Ele olhava, olhava o teto, mexia nos livros, abria as gavetas de sua mesa, mas
não achava nada, apenas vi ali seus livros e nada mais, uma montanha deles com
palavras de todo o tipo desde rancores as mais amorosas, ele olhava, olhava
entre aquele universo em definições, de definições que iam contra até as
próprias definições e não encontrava um resquício de sua memória, de sua
história, não achava foto alguma de momento algum, registro algum de momento
algum que fosse seu, ele ia se desesperando, pois ele queria essa alavanca para
a memória, ele queria chorar de emoção ao ver um velho retrato de sua juventude
dourada, mas ali só tinha as lembranças e as histórias de outros, do mundo
inteiro, ali só tinha as revoltas e alegrias de outros, nada que fosse dele,
nada que ele construiu, então ele parou de procurar, jogou os livros no chão
sem nenhum rancor, pegou uma pena fina e começou a escrever sua história.

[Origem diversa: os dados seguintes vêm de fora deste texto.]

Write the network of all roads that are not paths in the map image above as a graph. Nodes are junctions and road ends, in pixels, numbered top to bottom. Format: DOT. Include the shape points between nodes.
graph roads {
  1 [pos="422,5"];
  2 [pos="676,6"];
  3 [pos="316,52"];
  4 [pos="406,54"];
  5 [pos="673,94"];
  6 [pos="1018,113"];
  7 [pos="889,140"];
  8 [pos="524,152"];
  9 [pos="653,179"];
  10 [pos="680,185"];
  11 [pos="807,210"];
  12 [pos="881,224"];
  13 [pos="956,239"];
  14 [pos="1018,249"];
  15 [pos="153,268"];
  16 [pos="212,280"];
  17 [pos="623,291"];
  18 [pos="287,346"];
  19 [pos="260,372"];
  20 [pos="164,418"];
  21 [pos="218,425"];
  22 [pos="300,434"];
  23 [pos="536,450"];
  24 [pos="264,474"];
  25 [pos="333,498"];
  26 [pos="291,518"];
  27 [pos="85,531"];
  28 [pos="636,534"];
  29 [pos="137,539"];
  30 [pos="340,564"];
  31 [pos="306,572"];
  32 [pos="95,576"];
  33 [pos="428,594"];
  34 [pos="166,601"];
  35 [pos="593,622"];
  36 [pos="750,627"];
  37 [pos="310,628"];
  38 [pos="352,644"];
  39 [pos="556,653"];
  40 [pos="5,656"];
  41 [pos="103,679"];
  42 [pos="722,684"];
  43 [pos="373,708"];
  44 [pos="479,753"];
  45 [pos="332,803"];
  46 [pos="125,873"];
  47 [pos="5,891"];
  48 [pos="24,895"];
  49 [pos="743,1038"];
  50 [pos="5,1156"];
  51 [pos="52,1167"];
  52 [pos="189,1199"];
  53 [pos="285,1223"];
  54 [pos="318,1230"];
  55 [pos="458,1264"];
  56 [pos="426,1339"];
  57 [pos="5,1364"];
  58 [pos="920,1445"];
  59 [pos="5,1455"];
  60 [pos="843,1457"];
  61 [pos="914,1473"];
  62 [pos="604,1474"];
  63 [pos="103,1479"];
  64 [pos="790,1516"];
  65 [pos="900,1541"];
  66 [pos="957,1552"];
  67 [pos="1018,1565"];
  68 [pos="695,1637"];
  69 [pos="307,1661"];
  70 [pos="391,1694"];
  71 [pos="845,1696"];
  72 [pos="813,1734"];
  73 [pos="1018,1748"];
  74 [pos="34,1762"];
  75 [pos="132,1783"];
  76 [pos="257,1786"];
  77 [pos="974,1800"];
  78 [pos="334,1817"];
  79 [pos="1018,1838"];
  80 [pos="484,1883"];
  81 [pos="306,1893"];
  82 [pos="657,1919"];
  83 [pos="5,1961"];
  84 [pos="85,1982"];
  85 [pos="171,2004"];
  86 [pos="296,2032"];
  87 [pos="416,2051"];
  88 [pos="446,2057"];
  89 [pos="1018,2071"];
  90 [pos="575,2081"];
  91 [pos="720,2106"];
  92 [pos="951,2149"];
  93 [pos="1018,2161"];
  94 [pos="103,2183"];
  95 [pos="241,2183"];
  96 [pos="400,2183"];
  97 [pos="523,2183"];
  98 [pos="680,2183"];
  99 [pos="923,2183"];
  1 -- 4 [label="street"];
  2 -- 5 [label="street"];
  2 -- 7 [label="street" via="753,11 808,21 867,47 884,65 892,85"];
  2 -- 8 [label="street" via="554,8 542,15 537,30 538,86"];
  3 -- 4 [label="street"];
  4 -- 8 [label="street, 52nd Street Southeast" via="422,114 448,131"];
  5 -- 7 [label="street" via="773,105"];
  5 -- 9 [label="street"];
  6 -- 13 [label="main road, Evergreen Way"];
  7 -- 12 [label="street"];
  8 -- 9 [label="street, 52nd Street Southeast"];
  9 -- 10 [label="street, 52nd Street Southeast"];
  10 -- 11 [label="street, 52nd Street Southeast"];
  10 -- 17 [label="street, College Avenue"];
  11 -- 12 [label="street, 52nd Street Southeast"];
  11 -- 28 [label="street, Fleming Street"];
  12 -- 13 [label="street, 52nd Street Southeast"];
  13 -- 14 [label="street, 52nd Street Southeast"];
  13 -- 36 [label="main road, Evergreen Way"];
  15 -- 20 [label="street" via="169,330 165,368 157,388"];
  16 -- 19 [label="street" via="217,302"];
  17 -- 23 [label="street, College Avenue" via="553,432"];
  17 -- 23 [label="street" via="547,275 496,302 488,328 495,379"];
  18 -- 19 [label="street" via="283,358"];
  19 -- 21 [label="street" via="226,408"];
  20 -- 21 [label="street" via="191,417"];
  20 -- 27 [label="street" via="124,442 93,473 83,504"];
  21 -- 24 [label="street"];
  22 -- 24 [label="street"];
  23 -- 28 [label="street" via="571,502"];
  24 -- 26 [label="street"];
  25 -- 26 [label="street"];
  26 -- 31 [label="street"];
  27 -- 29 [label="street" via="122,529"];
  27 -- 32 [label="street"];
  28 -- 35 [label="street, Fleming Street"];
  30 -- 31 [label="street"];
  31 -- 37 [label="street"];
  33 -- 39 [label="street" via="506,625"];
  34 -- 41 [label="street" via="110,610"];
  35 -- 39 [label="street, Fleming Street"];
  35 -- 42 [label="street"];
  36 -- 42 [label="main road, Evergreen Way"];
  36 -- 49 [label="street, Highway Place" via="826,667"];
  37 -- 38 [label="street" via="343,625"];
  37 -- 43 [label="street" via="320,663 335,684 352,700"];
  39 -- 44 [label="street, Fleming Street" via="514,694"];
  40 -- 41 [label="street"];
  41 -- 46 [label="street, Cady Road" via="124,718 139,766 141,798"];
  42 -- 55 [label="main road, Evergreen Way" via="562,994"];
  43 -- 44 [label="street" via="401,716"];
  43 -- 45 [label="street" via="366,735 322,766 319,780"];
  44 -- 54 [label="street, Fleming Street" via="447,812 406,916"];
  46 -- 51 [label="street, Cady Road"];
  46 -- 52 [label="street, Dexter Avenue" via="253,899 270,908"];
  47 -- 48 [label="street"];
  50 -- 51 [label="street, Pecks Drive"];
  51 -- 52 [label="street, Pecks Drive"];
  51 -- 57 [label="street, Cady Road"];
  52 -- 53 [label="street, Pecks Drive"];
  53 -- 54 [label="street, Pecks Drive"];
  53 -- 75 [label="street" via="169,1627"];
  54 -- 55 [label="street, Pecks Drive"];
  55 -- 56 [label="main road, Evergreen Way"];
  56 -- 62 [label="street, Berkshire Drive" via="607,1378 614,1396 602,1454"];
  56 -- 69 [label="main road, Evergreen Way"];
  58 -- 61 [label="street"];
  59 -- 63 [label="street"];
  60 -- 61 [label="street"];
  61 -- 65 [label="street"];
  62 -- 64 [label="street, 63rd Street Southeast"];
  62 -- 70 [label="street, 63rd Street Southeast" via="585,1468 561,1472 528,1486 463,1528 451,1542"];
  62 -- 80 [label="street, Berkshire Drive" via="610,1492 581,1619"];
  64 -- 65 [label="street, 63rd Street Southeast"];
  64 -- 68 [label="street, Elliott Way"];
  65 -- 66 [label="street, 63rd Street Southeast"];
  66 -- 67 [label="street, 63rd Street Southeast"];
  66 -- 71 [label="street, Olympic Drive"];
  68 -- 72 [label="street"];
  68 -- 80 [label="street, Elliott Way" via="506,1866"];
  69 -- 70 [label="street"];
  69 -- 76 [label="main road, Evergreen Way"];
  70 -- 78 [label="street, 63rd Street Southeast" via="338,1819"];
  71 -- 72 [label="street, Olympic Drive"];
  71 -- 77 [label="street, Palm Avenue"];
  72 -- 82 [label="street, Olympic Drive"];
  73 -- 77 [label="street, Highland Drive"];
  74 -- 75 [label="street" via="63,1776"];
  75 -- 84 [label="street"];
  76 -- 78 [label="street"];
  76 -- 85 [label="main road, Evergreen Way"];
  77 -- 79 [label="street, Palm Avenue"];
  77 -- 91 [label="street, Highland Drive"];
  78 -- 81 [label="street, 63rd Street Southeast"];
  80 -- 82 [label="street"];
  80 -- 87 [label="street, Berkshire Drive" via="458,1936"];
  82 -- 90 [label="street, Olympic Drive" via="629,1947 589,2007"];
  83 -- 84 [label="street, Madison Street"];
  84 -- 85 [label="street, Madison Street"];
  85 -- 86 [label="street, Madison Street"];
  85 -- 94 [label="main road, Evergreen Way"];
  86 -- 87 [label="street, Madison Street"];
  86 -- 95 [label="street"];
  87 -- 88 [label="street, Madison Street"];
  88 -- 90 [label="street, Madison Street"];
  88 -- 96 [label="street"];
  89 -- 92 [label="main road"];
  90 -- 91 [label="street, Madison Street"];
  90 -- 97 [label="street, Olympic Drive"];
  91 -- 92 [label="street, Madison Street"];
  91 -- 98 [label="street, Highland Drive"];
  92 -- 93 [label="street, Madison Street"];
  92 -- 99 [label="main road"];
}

Colocando no papel cada vago momento que surgia em sua mente, os nãos e os sins
que disse para a vida, as mágoas, as separações, as perdas, as vitórias, tudo
ele foi jogando no papel, algumas passagem escrevia com uma velocidade
impressionante, outras, ah demorava o tempo que fora preciso, até que então
termina, olha aquela pequena pilha de folhas, dá um sorriso se ajeita na
cadeira e morre com um grito suave envolvido de risos.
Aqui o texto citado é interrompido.